Marisa Anderson - Still, Here Music Album Reviews

Marisa Anderson - Still, Here Music Album Reviews
On an alternately deliberate and exploratory new record, the guitarist and composer finds flashes of beauty at the heart of each instrumental tale.

There are, broadly speaking, two types of pieces on Still, Here, Marisa Anderson’s latest album of guitar instrumentals. One half of the album consists of traditional songs, so to speak, though they have no words. The likes of “Waking” and “The Crack Where the Light Gets In” are compact and deliberate, with clear trajectories of melody and form. Some are uplifting, others melancholy; their commonality lies not in any one emotional tenor but in the feeling of purposeful motion. The other pieces are more like exploratory missions, not motivated by the promise of a destination, but instead by the impulse to simply see and hear what’s out there. They are evocative rather than declamatory; setting scenes rather than plotting courses. Listening to “The Low Country” or “Night Air,” you get the sense of Anderson working out her ideas as she records them, trying out phrases and then refining them or putting them aside.

As on past releases, Anderson makes use of a wide array of styles, and of instruments with which to execute them: layering electric, acoustic, and pedal steel guitars; mixing steel strings and nylon; and augmenting several pieces with piano and electronic keyboards.

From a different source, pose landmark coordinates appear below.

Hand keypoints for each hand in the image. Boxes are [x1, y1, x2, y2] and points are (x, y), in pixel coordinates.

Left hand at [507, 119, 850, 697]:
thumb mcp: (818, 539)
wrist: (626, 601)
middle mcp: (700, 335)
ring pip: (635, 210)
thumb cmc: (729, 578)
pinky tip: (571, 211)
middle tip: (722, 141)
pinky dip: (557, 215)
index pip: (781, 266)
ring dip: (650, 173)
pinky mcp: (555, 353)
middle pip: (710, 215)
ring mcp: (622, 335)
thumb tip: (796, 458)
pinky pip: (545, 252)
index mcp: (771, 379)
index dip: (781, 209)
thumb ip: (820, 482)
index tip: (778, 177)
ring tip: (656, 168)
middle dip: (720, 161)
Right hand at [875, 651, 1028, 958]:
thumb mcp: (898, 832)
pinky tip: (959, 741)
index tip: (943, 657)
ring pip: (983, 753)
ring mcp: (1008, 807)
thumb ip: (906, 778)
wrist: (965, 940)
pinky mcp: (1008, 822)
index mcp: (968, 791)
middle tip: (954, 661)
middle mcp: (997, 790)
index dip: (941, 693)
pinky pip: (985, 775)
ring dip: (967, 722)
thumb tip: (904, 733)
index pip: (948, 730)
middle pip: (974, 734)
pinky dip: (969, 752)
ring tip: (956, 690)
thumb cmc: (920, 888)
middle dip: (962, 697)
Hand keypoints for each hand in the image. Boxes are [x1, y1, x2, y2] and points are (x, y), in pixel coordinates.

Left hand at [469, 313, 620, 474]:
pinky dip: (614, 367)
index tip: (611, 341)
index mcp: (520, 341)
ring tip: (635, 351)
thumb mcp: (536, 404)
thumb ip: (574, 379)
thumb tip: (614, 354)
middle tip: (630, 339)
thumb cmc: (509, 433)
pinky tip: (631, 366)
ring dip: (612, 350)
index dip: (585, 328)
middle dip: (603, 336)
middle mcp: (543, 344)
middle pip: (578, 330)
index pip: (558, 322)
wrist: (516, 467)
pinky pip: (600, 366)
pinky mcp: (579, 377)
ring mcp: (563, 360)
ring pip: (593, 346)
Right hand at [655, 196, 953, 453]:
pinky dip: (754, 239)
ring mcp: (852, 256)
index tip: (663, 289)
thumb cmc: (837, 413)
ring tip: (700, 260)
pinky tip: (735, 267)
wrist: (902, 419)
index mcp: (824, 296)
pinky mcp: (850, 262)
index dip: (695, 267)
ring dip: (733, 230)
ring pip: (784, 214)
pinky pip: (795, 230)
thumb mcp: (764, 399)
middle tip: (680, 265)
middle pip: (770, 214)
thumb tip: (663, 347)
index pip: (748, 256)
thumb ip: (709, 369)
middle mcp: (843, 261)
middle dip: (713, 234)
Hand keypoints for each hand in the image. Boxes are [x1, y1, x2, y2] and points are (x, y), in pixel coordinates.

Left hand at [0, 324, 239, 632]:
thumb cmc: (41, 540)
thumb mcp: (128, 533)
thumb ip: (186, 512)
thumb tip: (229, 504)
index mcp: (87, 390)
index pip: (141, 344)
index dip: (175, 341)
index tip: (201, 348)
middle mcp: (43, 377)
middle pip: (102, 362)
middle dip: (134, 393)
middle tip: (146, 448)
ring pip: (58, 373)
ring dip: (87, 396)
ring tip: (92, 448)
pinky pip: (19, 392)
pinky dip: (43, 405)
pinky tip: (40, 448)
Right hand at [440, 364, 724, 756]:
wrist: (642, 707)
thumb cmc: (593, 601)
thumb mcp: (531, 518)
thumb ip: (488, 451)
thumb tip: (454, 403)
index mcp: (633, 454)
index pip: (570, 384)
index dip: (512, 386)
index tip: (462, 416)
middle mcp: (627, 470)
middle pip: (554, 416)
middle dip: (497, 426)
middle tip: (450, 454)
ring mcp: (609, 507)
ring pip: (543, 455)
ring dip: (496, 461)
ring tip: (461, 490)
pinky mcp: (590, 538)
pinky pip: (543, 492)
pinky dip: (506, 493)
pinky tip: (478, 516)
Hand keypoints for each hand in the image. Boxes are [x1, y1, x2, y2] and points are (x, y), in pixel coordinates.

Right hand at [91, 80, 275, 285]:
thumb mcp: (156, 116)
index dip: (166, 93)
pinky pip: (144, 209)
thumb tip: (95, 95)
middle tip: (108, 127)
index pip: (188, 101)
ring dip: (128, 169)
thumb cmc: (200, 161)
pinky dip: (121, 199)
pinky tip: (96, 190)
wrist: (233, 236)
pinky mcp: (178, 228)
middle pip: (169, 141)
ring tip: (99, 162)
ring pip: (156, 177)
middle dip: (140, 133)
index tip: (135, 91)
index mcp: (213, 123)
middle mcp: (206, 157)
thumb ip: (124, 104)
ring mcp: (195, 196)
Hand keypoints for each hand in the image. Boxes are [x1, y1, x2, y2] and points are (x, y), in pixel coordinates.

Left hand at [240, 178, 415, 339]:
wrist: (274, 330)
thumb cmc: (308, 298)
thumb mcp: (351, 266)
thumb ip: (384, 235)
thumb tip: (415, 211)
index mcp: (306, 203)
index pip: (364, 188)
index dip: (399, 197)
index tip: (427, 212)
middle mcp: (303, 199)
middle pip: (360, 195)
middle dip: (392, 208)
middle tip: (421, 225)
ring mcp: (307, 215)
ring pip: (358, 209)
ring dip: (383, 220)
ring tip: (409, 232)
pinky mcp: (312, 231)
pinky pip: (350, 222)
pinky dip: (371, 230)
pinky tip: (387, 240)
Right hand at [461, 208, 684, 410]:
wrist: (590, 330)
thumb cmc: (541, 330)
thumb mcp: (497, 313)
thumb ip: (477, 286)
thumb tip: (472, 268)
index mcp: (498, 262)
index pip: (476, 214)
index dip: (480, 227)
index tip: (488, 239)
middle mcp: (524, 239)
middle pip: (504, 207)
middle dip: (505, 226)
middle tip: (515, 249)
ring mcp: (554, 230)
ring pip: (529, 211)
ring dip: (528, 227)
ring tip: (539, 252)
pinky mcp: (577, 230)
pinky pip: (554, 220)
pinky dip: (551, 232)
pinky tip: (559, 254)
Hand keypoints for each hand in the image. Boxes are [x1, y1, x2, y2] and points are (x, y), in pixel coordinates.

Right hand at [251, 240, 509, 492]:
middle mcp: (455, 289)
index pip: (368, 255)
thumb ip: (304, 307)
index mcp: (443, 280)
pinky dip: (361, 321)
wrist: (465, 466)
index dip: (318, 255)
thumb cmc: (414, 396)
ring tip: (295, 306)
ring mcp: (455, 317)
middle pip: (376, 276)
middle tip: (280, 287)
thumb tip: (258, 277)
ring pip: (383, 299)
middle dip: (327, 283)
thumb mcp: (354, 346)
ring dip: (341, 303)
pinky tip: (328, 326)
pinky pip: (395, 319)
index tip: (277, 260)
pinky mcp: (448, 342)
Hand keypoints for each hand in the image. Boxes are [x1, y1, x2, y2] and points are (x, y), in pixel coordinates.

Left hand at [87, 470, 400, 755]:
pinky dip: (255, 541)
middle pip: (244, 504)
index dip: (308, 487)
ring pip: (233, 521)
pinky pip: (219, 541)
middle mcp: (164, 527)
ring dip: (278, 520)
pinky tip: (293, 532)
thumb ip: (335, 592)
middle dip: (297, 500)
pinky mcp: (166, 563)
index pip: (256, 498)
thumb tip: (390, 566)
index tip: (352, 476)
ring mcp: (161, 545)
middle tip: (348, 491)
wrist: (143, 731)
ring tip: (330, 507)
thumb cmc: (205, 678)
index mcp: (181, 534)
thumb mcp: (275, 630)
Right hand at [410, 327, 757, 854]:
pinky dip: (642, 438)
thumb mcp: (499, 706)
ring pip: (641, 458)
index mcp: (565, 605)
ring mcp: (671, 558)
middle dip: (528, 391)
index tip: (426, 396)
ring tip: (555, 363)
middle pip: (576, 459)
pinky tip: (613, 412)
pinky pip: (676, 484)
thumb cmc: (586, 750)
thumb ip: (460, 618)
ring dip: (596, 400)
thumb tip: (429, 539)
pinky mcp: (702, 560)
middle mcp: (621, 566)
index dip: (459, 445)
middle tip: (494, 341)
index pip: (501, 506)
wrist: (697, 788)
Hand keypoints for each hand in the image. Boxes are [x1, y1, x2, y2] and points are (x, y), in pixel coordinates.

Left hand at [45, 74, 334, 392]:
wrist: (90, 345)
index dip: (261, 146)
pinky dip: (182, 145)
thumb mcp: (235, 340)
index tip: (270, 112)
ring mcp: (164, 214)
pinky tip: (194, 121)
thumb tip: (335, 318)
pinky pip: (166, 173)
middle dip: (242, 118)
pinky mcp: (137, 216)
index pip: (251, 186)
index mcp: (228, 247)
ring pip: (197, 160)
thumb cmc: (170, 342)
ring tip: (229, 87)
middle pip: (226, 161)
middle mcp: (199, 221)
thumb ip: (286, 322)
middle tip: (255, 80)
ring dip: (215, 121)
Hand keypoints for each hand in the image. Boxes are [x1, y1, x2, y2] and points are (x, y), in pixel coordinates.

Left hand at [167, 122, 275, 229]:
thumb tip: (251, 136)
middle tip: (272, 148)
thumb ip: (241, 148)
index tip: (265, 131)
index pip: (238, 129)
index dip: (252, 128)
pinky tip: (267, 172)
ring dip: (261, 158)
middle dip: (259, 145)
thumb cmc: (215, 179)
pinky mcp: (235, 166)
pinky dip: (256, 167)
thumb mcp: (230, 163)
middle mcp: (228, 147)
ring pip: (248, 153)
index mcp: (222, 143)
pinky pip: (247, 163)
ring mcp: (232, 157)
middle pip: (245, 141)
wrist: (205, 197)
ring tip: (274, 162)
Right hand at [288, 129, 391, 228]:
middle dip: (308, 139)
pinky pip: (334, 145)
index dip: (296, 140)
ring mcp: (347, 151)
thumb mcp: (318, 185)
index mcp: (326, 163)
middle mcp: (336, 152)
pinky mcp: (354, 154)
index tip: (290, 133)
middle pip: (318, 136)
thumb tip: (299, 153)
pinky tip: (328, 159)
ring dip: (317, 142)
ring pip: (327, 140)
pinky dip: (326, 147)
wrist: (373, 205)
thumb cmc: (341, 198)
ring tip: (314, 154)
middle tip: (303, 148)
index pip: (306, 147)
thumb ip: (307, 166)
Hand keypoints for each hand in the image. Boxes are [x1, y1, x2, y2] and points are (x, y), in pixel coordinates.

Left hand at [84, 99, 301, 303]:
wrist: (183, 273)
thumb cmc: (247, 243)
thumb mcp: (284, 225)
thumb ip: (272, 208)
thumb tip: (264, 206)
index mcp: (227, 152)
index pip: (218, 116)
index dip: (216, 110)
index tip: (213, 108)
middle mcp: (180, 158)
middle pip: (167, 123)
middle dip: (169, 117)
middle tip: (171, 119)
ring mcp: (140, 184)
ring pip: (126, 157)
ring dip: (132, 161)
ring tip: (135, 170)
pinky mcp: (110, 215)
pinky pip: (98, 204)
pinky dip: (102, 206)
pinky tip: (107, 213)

Her fingerpicking is alternately reminiscent of Piedmont blues and Spanish flamenco. “In Dark Water,” the transfixing opener, has gradually expanding and contracting arpeggios that recall the early music of Philip Glass, and occasional interjections of rawboned slide guitar that sound more like Mississippi Fred McDowell. Though the album’s prevailing influences are from folk and classical music, “The Crack Where the Light Gets In” makes room for the sun-drenched hooks of 1960s California pop. Each track has its own sonic identity, but the album isn’t a smorgasbord, in large part due to Anderson’s distinct tone as a player, which shines through no matter the instrument or setting. She articulates each note with delicate command, knowing when to dig in and when to back off, never applying more force than she needs. Even the simplest chords, in her hands, carry a mysterious glow.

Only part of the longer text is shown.